Visualizing Twitch Communities

This project aims to map popular channels on in a way that feels intuitive to both viewers and streamers. This is accomplished by collecting who is watching different streamers at regular intervals, comparing these lists, and turning that information into a network diagram. All code is written in python and the visualization is done using Gephi.


Map 4 (May 2021) - Most Recent


Map 3 (Mid March - Mid April 2021)


Map 2 (February 2021):


Map 1 (December 2020):


Making Your Own Graphs

If you want to run the project from scratch, collect your own data, and graph it please go down to the "Running The Project" section to get the code running. If you want to mess with the graph using the data I have collected than your in luck! It's super easy and requires no coding.

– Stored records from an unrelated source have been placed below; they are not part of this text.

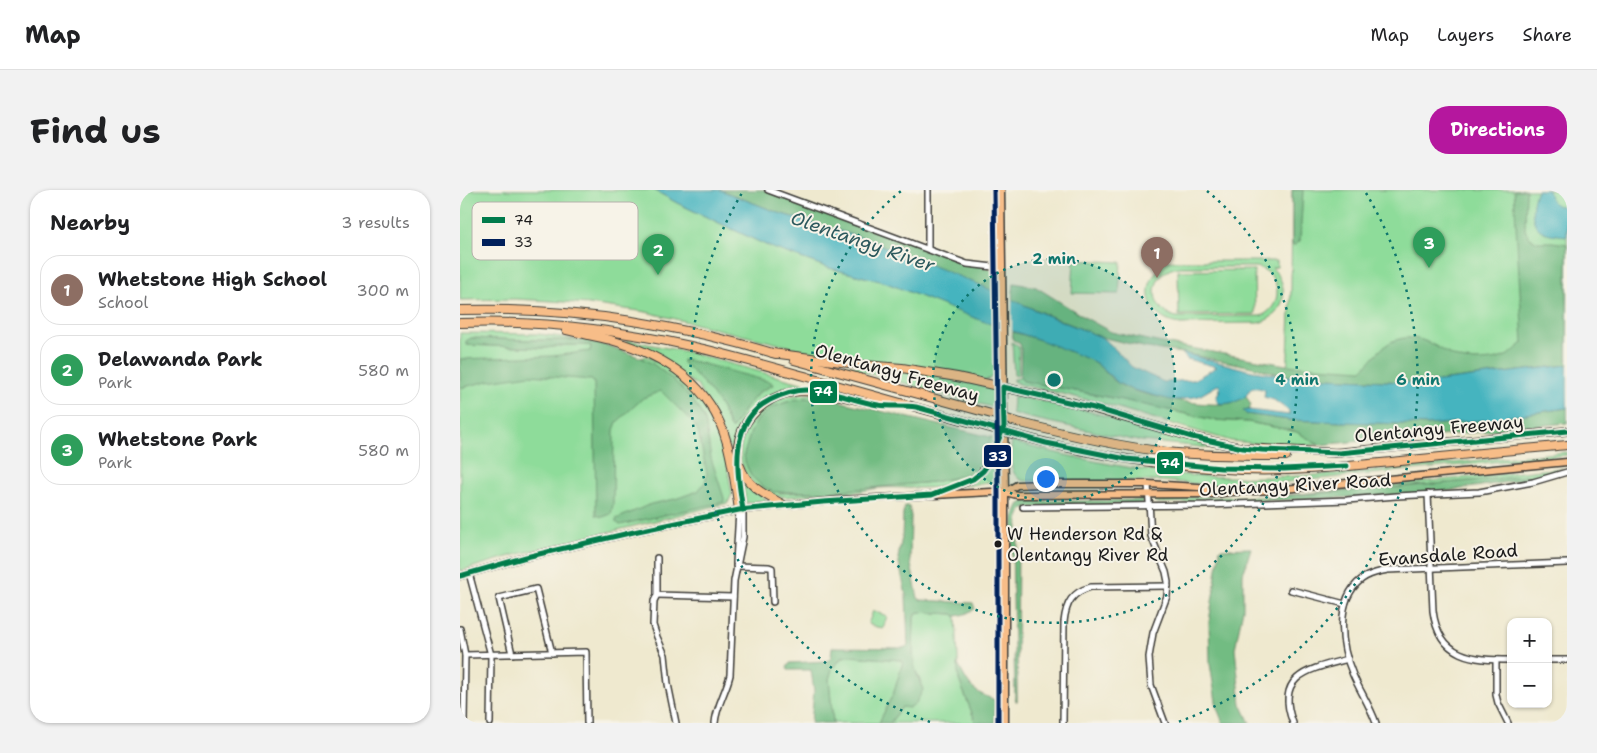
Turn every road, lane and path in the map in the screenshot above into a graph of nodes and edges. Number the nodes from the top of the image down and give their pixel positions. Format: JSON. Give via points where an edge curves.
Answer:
{"nodes":[{"id":1,"x":768,"y":190,"type":"edge"},
{"id":2,"x":928,"y":190,"type":"edge"},
{"id":3,"x":1001,"y":190,"type":"edge"},
{"id":4,"x":928,"y":249,"type":"junction"},
{"id":5,"x":1002,"y":268,"type":"junction"},
{"id":6,"x":460,"y":310,"type":"edge"},
{"id":7,"x":460,"y":323,"type":"edge"},
{"id":8,"x":545,"y":324,"type":"junction"},
{"id":9,"x":772,"y":353,"type":"junction"},
{"id":10,"x":1003,"y":387,"type":"junction"},
{"id":11,"x":910,"y":406,"type":"junction"},
{"id":12,"x":1004,"y":427,"type":"junction"},
{"id":13,"x":1567,"y":431,"type":"edge"},
{"id":14,"x":738,"y":445,"type":"junction"},
{"id":15,"x":1567,"y":445,"type":"edge"},
{"id":16,"x":1339,"y":453,"type":"junction"},
{"id":17,"x":1567,"y":462,"type":"edge"},
{"id":18,"x":1567,"y":472,"type":"edge"},
{"id":19,"x":1148,"y":484,"type":"junction"},
{"id":20,"x":1004,"y":492,"type":"junction"},
{"id":21,"x":1230,"y":492,"type":"junction"},
{"id":22,"x":1149,"y":494,"type":"junction"},
{"id":23,"x":1428,"y":494,"type":"junction"},
{"id":24,"x":932,"y":495,"type":"junction"},
{"id":25,"x":784,"y":505,"type":"junction"},
{"id":26,"x":1149,"y":506,"type":"junction"},
{"id":27,"x":1023,"y":507,"type":"dead end"},
{"id":28,"x":741,"y":510,"type":"junction"},
{"id":29,"x":657,"y":558,"type":"dead end"},
{"id":30,"x":1567,"y":563,"type":"edge"},
{"id":31,"x":736,"y":566,"type":"junction"},
{"id":32,"x":1432,"y":568,"type":"junction"},
{"id":33,"x":470,"y":573,"type":"junction"},
{"id":34,"x":460,"y":576,"type":"edge"},
{"id":35,"x":1168,"y":586,"type":"junction"},
{"id":36,"x":1291,"y":590,"type":"dead end"},
{"id":37,"x":657,"y":595,"type":"junction"},
{"id":38,"x":733,"y":597,"type":"junction"},
{"id":39,"x":773,"y":602,"type":"dead end"},
{"id":40,"x":1345,"y":604,"type":"junction"},
{"id":41,"x":460,"y":629,"type":"edge"},
{"id":42,"x":462,"y":645,"type":"edge"},
{"id":43,"x":552,"y":653,"type":"junction"},
{"id":44,"x":512,"y":654,"type":"junction"},
{"id":45,"x":465,"y":655,"type":"junction"},
{"id":46,"x":490,"y":655,"type":"junction"},
{"id":47,"x":1348,"y":659,"type":"junction"},
{"id":48,"x":1496,"y":660,"type":"junction"},
{"id":49,"x":1507,"y":660,"type":"edge"},
{"id":50,"x":1552,"y":660,"type":"edge"},
{"id":51,"x":1567,"y":660,"type":"edge"},
{"id":52,"x":462,"y":692,"type":"edge"},
{"id":53,"x":464,"y":723,"type":"edge"},
{"id":54,"x":490,"y":723,"type":"edge"},
{"id":55,"x":587,"y":723,"type":"edge"},
{"id":56,"x":676,"y":723,"type":"edge"},
{"id":57,"x":715,"y":723,"type":"edge"},
{"id":58,"x":1005,"y":723,"type":"edge"},
{"id":59,"x":1063,"y":723,"type":"edge"},
{"id":60,"x":1165,"y":723,"type":"edge"},
{"id":61,"x":1293,"y":723,"type":"edge"},
{"id":62,"x":1376,"y":723,"type":"edge"},
{"id":63,"x":1508,"y":723,"type":"edge"}],
"edges":[{"from":1,"to":4,"type":"street"},
{"from":2,"to":4,"type":"street"},
{"from":3,"to":5,"type":"main road"},
{"from":4,"to":5,"type":"street","via":[[967,264]]},
{"from":5,"to":10,"type":"main road"},
{"from":6,"to":9,"type":"highway","name":"Olentangy Freeway","via":[[602,316],[695,333]]},
{"from":7,"to":8,"type":"highway","name":"Olentangy Freeway"},
{"from":8,"to":11,"type":"highway","name":"Olentangy Freeway","via":[[611,331],[692,346]]},
{"from":8,"to":28,"type":"highway","via":[[633,348],[668,364],[693,383],[720,422]]},
{"from":9,"to":10,"type":"highway","via":[[902,368]]},
{"from":9,"to":16,"type":"highway","name":"Olentangy Freeway","bridge":true,"via":[[994,416],[1097,441],[1170,452],[1243,456]]},
{"from":10,"to":12,"type":"main road"},
{"from":10,"to":16,"type":"highway","via":[[1243,448]]},
{"from":11,"to":14,"type":"highway","via":[[878,405],[817,391],[792,392],[768,401],[756,410],[744,427]]},
{"from":11,"to":15,"type":"highway","name":"Olentangy Freeway","bridge":true,"via":[[1094,454],[1243,470],[1340,466]]},
{"from":12,"to":20,"type":"main road"},
{"from":12,"to":24,"type":"main road","via":[[990,460],[979,474],[965,483]]},
{"from":13,"to":16,"type":"highway","name":"Olentangy Freeway"},
{"from":14,"to":25,"type":"highway","via":[[740,466],[748,481]]},
{"from":14,"to":28,"type":"highway"},
{"from":17,"to":21,"type":"main road","name":"Olentangy River Road"},
{"from":18,"to":23,"type":"street","name":"Olentangy River Road","via":[[1479,492]]},
{"from":19,"to":20,"type":"main road","name":"Olentangy River Road","via":[[1020,485]]},
{"from":19,"to":21,"type":"main road","name":"Olentangy River Road"},
{"from":19,"to":22,"type":"street"},
{"from":20,"to":22,"type":"main road","name":"Olentangy River Road","via":[[1017,495]]},
{"from":20,"to":24,"type":"main road","name":"Olentangy River Road"},
{"from":20,"to":58,"type":"main road"},
{"from":21,"to":22,"type":"main road","name":"Olentangy River Road"},
{"from":22,"to":26,"type":"street"},
{"from":23,"to":26,"type":"street","name":"Olentangy River Road","via":[[1304,502]]},
{"from":23,"to":32,"type":"street"},
{"from":24,"to":25,"type":"main road","name":"Olentangy River Road"},
{"from":25,"to":28,"type":"main road","name":"Olentangy River Road"},
{"from":26,"to":27,"type":"street","name":"Olentangy River Road"},
{"from":26,"to":35,"type":"street","via":[[1151,536],[1166,572]]},
{"from":28,"to":31,"type":"street","via":[[743,536]]},
{"from":28,"to":33,"type":"main road","name":"Olentangy River Road","via":[[526,557]]},
{"from":29,"to":37,"type":"street"},
{"from":30,"to":32,"type":"street","name":"Evansdale Road"},
{"from":31,"to":38,"type":"street"},
{"from":31,"to":39,"type":"street","via":[[772,568]]},
{"from":32,"to":40,"type":"street","name":"Evansdale Road","via":[[1370,574],[1356,584]]},
{"from":32,"to":48,"type":"street","via":[[1433,611],[1439,633],[1458,653],[1475,659]]},
{"from":33,"to":34,"type":"main road","name":"Olentangy River Road"},
{"from":33,"to":46,"type":"street"},
{"from":35,"to":59,"type":"street","via":[[1092,587],[1071,598],[1065,609],[1064,622]]},
{"from":35,"to":60,"type":"street","via":[[1149,657],[1152,685]]},
{"from":36,"to":40,"type":"street"},
{"from":37,"to":38,"type":"street"},
{"from":37,"to":56,"type":"street","via":[[654,625],[665,655]]},
{"from":38,"to":57,"type":"street","via":[[730,675]]},
{"from":40,"to":47,"type":"street","via":[[1343,636]]},
{"from":41,"to":42,"type":"street"},
{"from":42,"to":45,"type":"street"},
{"from":43,"to":44,"type":"street"},
{"from":43,"to":44,"type":"street","via":[[536,589],[499,598]]},
{"from":43,"to":55,"type":"street","via":[[586,652]]},
{"from":44,"to":46,"type":"street"},
{"from":45,"to":46,"type":"street"},
{"from":45,"to":52,"type":"street"},
{"from":46,"to":54,"type":"street"},
{"from":47,"to":61,"type":"street","via":[[1311,669],[1295,679],[1289,688],[1287,701]]},
{"from":47,"to":62,"type":"street"},
{"from":48,"to":49,"type":"street"},
{"from":48,"to":63,"type":"street","via":[[1496,694]]},
{"from":50,"to":51,"type":"street"},
{"from":52,"to":53,"type":"street"}]}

I used a program called Gephi which while extremely powerful has many bugs, limitations, and problems. You will encounter these in your time with the program so just beware. You can download Gephi for free from their website here. You will also want to download the most recent data in this repository which can be done by navigating the file structure above to "Visualization/GephiData." Pick the most recent date and download the edgelist file and the labels file.

Importing Data

Once you have the software and data, open a new project in Gephi follow these steps:

  1. Navigate to the Data Laboratory section.
  2. Click "Import Spreadsheet" and import the edgelist file. Make sure "import as" is listed as "Edges Table" and click next.
  3. Click Finish on the following dialogue and make sure "Weight" is listed as a "Double". No issues should be found on the following dialogue if this is done correctly.
  4. On the next screen change "Directed" to "Undirected" and change "New Workspace" to "Append to existing workspace"
  5. Click ok.
  6. Repeat the steps 2-5 importing the labels file instead of the edgelist. In step 2 you should make sure "import as" is listed as "Nodes Table"
  7. Your data is now loaded into Gephi for you to experiment with!

Detecting Communities

If you want to detect communities like I did follow these steps:

  1. Navigate to the Overview screen.
  2. On the menu on the righthand side where is says "Filters" click "Statistics". This menu has several algorithsm that you can run and I encourage anyone to research these and learn more about network analysis.
  3. Next to "Modularity" click "Run"
  4. In the "Resolution" Dialogue you can put in a value that best suits what you are looking for. Like the description says values lower than 1.0 yields smaller communities while values higher than 1.0 yield broader communities. For my first map I used values in the .75-1.0 range, for the second one I used a values are 0.5-0.75, and for the third map I used around 0.25. The reason for this decrease is because I think the smaller communities are generally more interesting and make the graph seem more accurate when looking at individual streamers. This process has a fair amount of randomness built in so you should run it multiple times and see what you find.
  5. In the top left "Appearance" menu click the paint pallete
  6. Click "Partition" and choose "Modularity Class" in the dropdown.
  7. Click the blue "Pallete" button in the bottom right of the menu and choose a pallete.
  8. Click apply to color the nodes according to your detected communities!

Laying out the nodes

Gephi has a bunch of layout algorithms built in. You can find them in the "Layout" menu in the bottom left under the "Choose a Layout" dropdown. To get the maps to look the way I did involves doing a few of the algorithms in a row, adjusting a ton of the layout algorithm settings, and a fair amount of precision. I also have some filtering of low weight edges in the "Filters" -> "Queries" menu on the right hand side and I manually move some outer clusters and nodes towards the main graph cluster to make it more cohesive. The details of this will remain a trade secret for now but anyone is capable of similar results with a bit of experimentation.